The expected output is each line from the one containing "middle dip: (164, 116)" to the last line of the data below, set down exactly, minus the pictures.

- SOURCE DATA -
──────

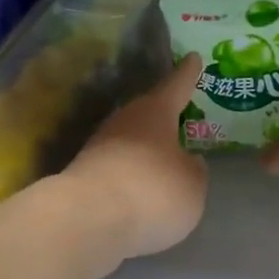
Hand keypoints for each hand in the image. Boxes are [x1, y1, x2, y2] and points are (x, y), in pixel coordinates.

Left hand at [63, 53, 207, 266]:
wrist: (88, 221)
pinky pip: (119, 170)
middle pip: (148, 114)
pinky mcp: (85, 177)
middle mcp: (124, 122)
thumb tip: (186, 163)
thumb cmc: (153, 192)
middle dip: (164, 116)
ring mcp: (99, 148)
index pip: (176, 85)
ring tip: (166, 162)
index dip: (188, 73)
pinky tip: (143, 192)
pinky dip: (132, 177)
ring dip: (146, 150)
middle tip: (181, 116)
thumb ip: (194, 170)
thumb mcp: (193, 184)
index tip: (193, 57)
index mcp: (155, 112)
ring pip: (131, 142)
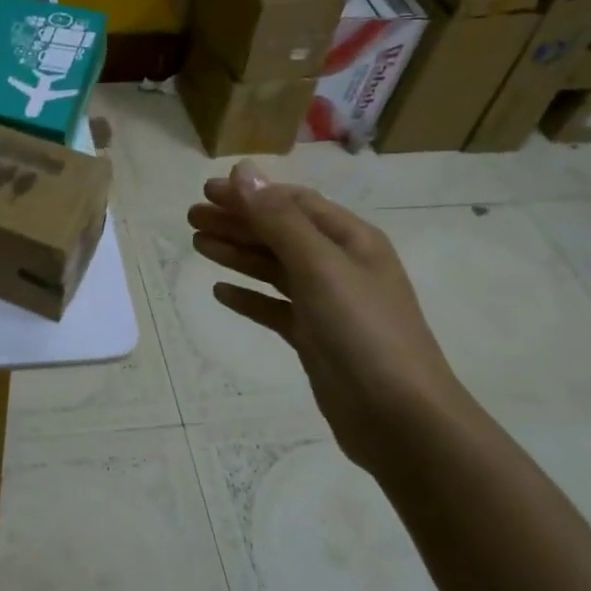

──────

- RESULT FOR THIS TASK -
middle dip: (164, 116)
ring mcp: (99, 148)
index pip: (176, 85)
ring tip: (166, 162)
index dip: (188, 73)
pinky tip: (143, 192)
pinky dip: (132, 177)
ring dip: (146, 150)
middle tip: (181, 116)
thumb ip: (194, 170)
thumb mcp: (193, 184)
index tip: (193, 57)
index mcp: (155, 112)
ring pip: (131, 142)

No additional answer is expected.